_About this task_. Copy every line of the data in which the word "roads" occurs.

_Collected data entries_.
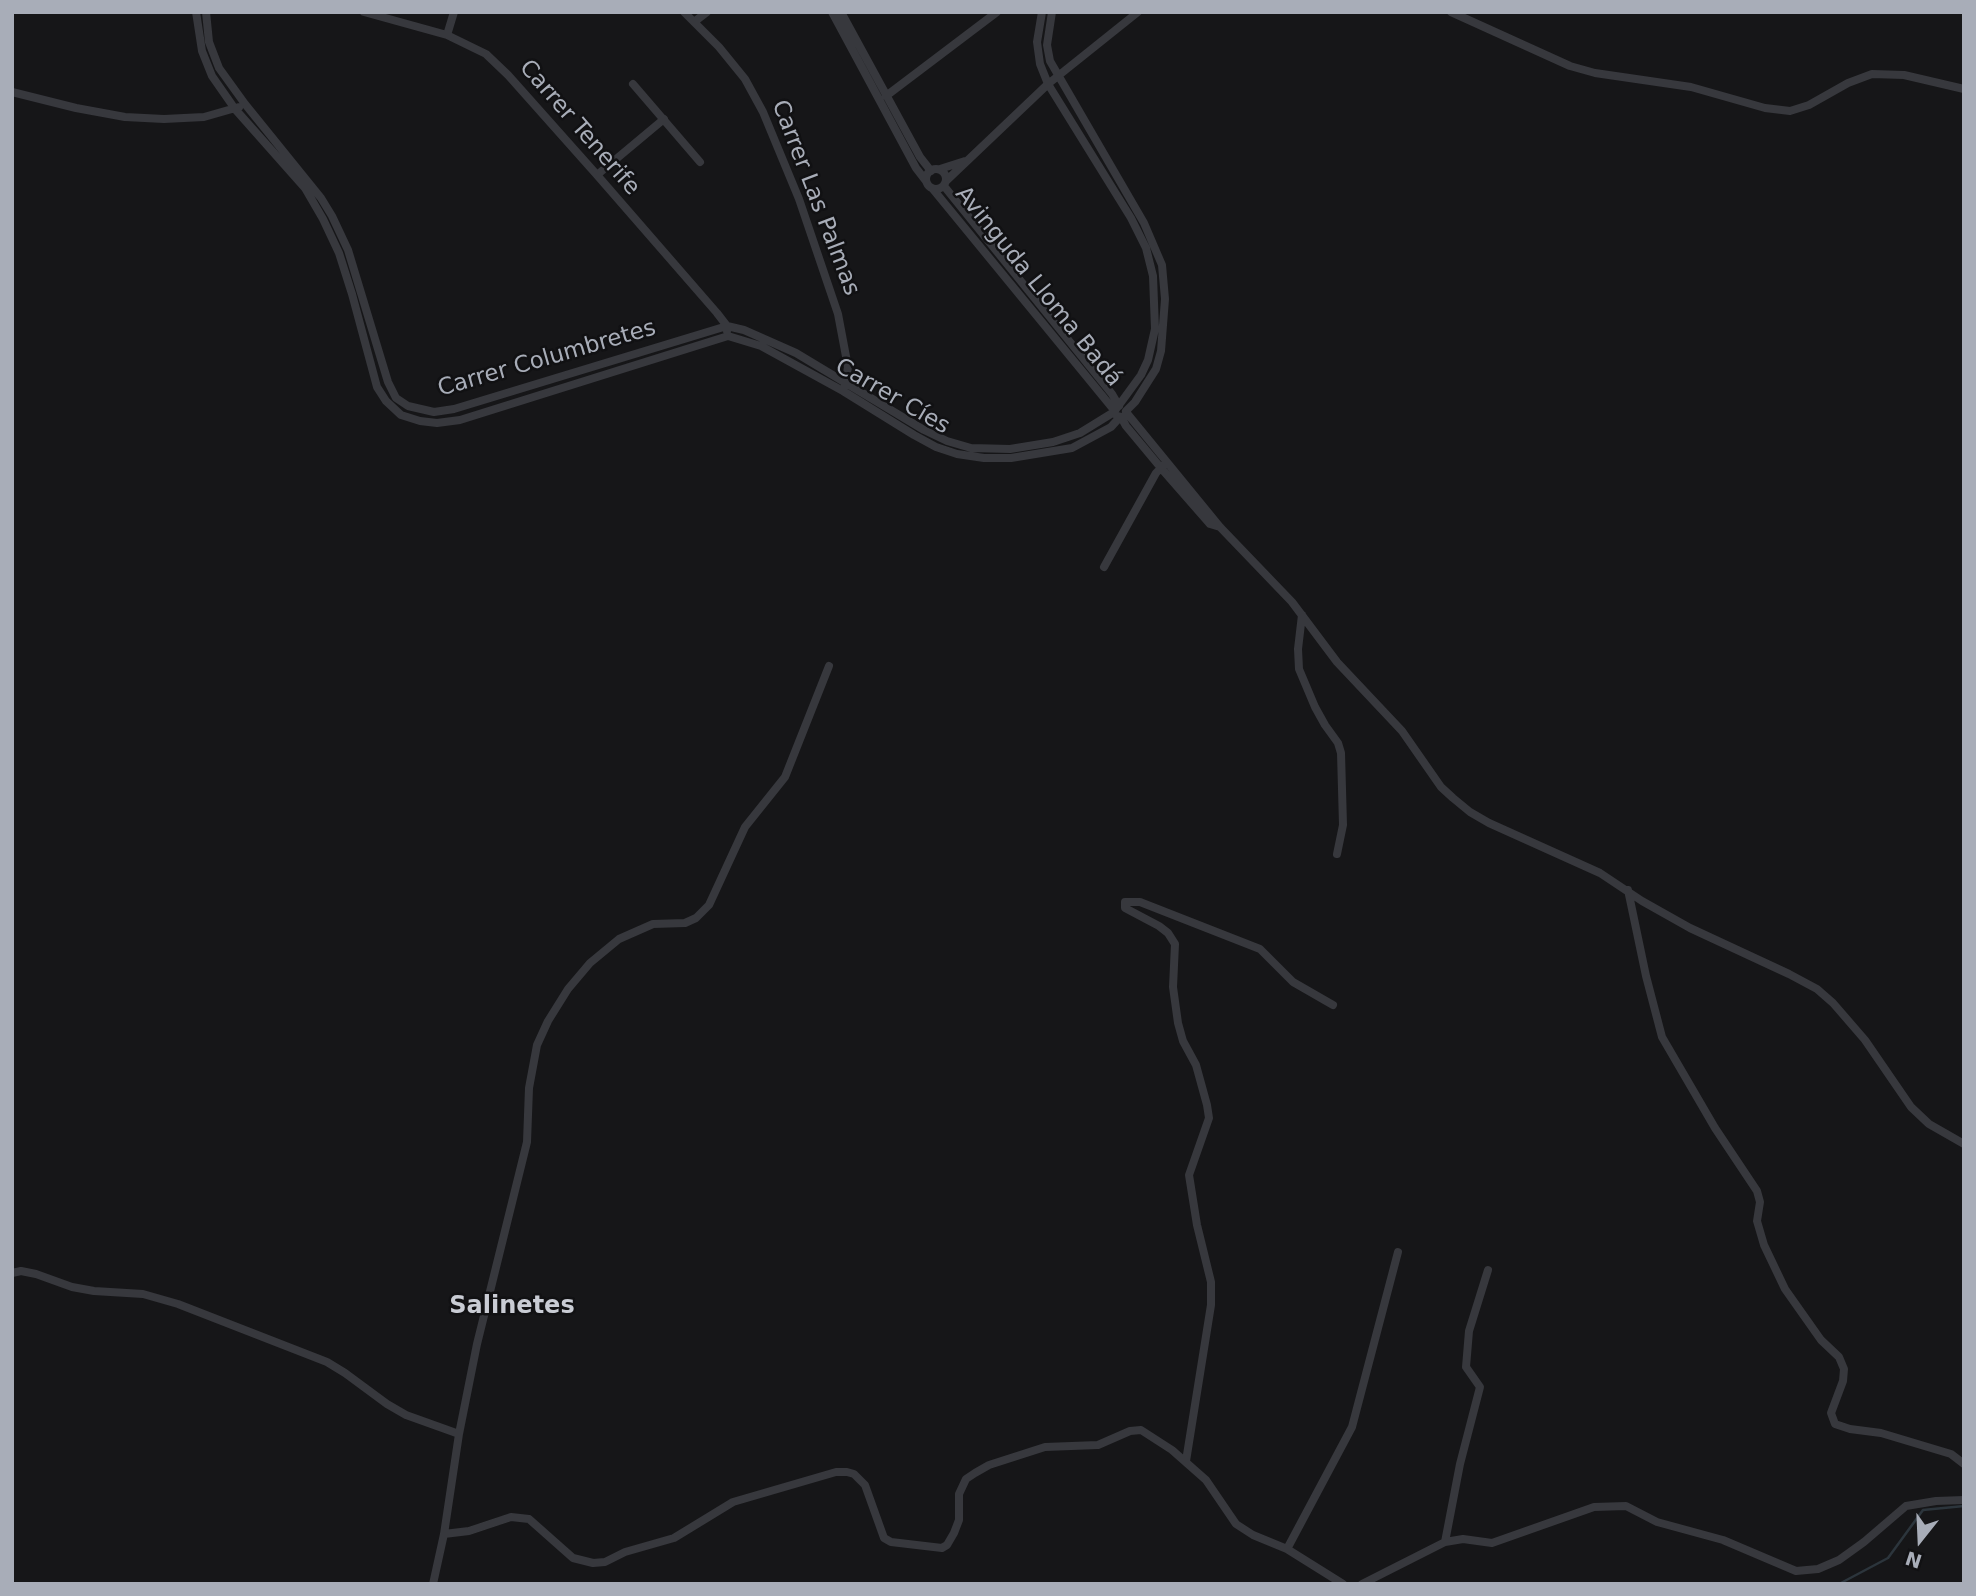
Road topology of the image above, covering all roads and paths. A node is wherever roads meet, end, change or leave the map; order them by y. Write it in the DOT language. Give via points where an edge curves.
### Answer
graph roads {
  1 [pos="196,12"];
  2 [pos="206,12"];
  3 [pos="364,12"];
  4 [pos="454,12"];
  5 [pos="684,12"];
  6 [pos="708,12"];
  7 [pos="832,12"];
  8 [pos="841,12"];
  9 [pos="997,12"];
  10 [pos="1042,12"];
  11 [pos="1052,12"];
  12 [pos="1138,12"];
  13 [pos="1451,12"];
  14 [pos="695,22"];
  15 [pos="447,35"];
  16 [pos="1059,74"];
  17 [pos="633,84"];
  18 [pos="1048,84"];
  19 [pos="1964,89"];
  20 [pos="12,92"];
  21 [pos="886,96"];
  22 [pos="245,104"];
  23 [pos="235,109"];
  24 [pos="664,119"];
  25 [pos="968,160"];
  26 [pos="700,162"];
  27 [pos="935,170"];
  28 [pos="597,175"];
  29 [pos="945,184"];
  30 [pos="930,185"];
  31 [pos="727,331"];
  32 [pos="846,382"];
  33 [pos="843,391"];
  34 [pos="1120,411"];
  35 [pos="1168,461"];
  36 [pos="1161,468"];
  37 [pos="1218,524"];
  38 [pos="1104,567"];
  39 [pos="1302,615"];
  40 [pos="829,666"];
  41 [pos="1337,854"];
  42 [pos="1628,890"];
  43 [pos="1333,1005"];
  44 [pos="1964,1143"];
  45 [pos="1398,1252"];
  46 [pos="1488,1270"];
  47 [pos="12,1273"];
  48 [pos="459,1434"];
  49 [pos="1186,1461"];
  50 [pos="1964,1464"];
  51 [pos="1964,1500"];
  52 [pos="444,1534"];
  53 [pos="1445,1542"];
  54 [pos="1287,1549"];
  55 [pos="433,1584"];
  56 [pos="1343,1584"];
  57 [pos="1362,1584"];
  1 -- 23 [label="street, Carrer Columbretes" via="202,51 212,76"];
  2 -- 22 [label="street, Carrer Columbretes" via="209,42 219,68"];
  3 -- 15 [label="street, Carrer Tenerife"];
  4 -- 15 [label="street"];
  5 -- 14 [label="street, Carrer Las Palmas"];
  6 -- 14 [label="street"];
  7 -- 30 [label="street, Avinguda Lloma Badá" via="916,168"];
  8 -- 21 [label="street, Avinguda Lloma Badá"];
  9 -- 21 [label="street"];
  10 -- 18 [label="street, Carrer Cíes" via="1037,41"];
  11 -- 16 [label="street, Carrer Cíes" via="1047,45"];
  12 -- 16 [label="street"];
  13 -- 19 [label="street" via="1595,74 1691,87 1765,108 1790,111 1809,106 1872,74 1904,75"];
  14 -- 32 [label="street, Carrer Las Palmas" via="745,79 763,112 804,212 838,314 846,347"];
  15 -- 28 [label="street, Carrer Tenerife" via="486,54"];
  16 -- 18 [label="street"];
  16 -- 34 [label="street, Carrer Cíes" via="1144,223 1162,265 1165,299 1156,369 1135,402"];
  17 -- 24 [label="street"];
  18 -- 25 [label="street"];
  18 -- 34 [label="street, Carrer Cíes" via="1131,218 1153,276 1155,329 1148,360"];
  20 -- 23 [label="street" via="125,117 191,118"];
  21 -- 27 [label="street, Avinguda Lloma Badá" via="920,157"];
  22 -- 23 [label="street"];
  22 -- 31 [label="street, Carrer Columbretes" via="332,216 348,250 388,382 396,398 408,406 422,411 454,410"];
  23 -- 31 [label="street, Carrer Columbretes" via="305,188 323,219 339,253 377,387 401,415 428,422 460,419"];
  24 -- 26 [label="street"];
  24 -- 28 [label="street"];
  25 -- 27 [label="street"];
  25 -- 29 [label="street"];
  27 -- 29 [label="street, Avinguda Lloma Badá" via="945,173"];
  27 -- 30 [label="street" via="927,175"];
  28 -- 31 [label="street, Carrer Tenerife"];
  29 -- 30 [label="street"];
  29 -- 34 [label="street, Avinguda Lloma Badá" via="1112,394"];
  30 -- 34 [label="street, Avinguda Lloma Badá"];
  31 -- 32 [label="street, Carrer Cíes" via="744,330 767,339"];
  31 -- 33 [label="street, Carrer Cíes"];
  32 -- 33 [label="street, Carrer Las Palmas"];
  32 -- 34 [label="street, Carrer Cíes" via="925,430 971,448 1010,449 1053,442"];
  33 -- 34 [label="street, Carrer Cíes" via="936,447 984,458 1072,448 1111,427"];
  34 -- 35 [label="street, Avinguda Lloma Badá"];
  34 -- 36 [label="street, Avinguda Lloma Badá" via="1126,426"];
  35 -- 36 [label="street"];
  35 -- 37 [label="street, Avinguda Lloma Badá"];
  36 -- 37 [label="street, Avinguda Lloma Badá" via="1210,524"];
  36 -- 38 [label="street"];
  37 -- 39 [label="street, Avinguda Lloma Badá"];
  39 -- 41 [label="street" via="1299,669 1341,753 1343,825"];
  39 -- 42 [label="street, Avinguda Lloma Badá" via="1453,798 1489,822"];
  40 -- 48 [label="street" via="785,777 745,827 709,905 685,923 653,924 618,939 590,963 548,1021 537,1045 529,1088 527,1142"];
  42 -- 44 [label="street, Avinguda Lloma Badá" via="1690,928 1817,989 1865,1040 1911,1107 1929,1124"];
  42 -- 50 [label="street" via="1662,1037 1757,1191 1761,1233 1785,1289 1844,1369 1831,1413 1835,1424 1951,1454"];
  43 -- 49 [label="street" via="1293,982 1261,949 1140,902 1125,902 1125,908 1159,926 1175,944 1176,1014 1196,1065 1209,1118 1189,1175 1211,1282 1211,1305"];
  45 -- 54 [label="street" via="1352,1427"];
  46 -- 53 [label="street" via="1469,1331 1466,1367 1480,1387"];
  47 -- 48 [label="street" via="36,1274 94,1292 143,1294 178,1304 327,1362 406,1415"];
  48 -- 52 [label="street"];
  49 -- 52 [label="street" via="1141,1430 1098,1445 1060,1445 989,1465 966,1479 959,1494 959,1520 942,1548 884,1538 865,1485 847,1472 733,1502 674,1538 605,1562 573,1558 529,1519 511,1517"];
  49 -- 54 [label="street" via="1206,1480 1236,1524"];
  51 -- 53 [label="street" via="1906,1506 1839,1560 1818,1569 1796,1571 1723,1540 1657,1522 1626,1506 1594,1507 1492,1543"];
  52 -- 55 [label="street"];
  53 -- 57 [label="street"];
  54 -- 56 [label="street"];
}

_Result below_.
Road topology of the image above, covering all roads and paths. A node is wherever roads meet, end, change or leave the map; order them by y. Write it in the DOT language. Give via points where an edge curves.
graph roads {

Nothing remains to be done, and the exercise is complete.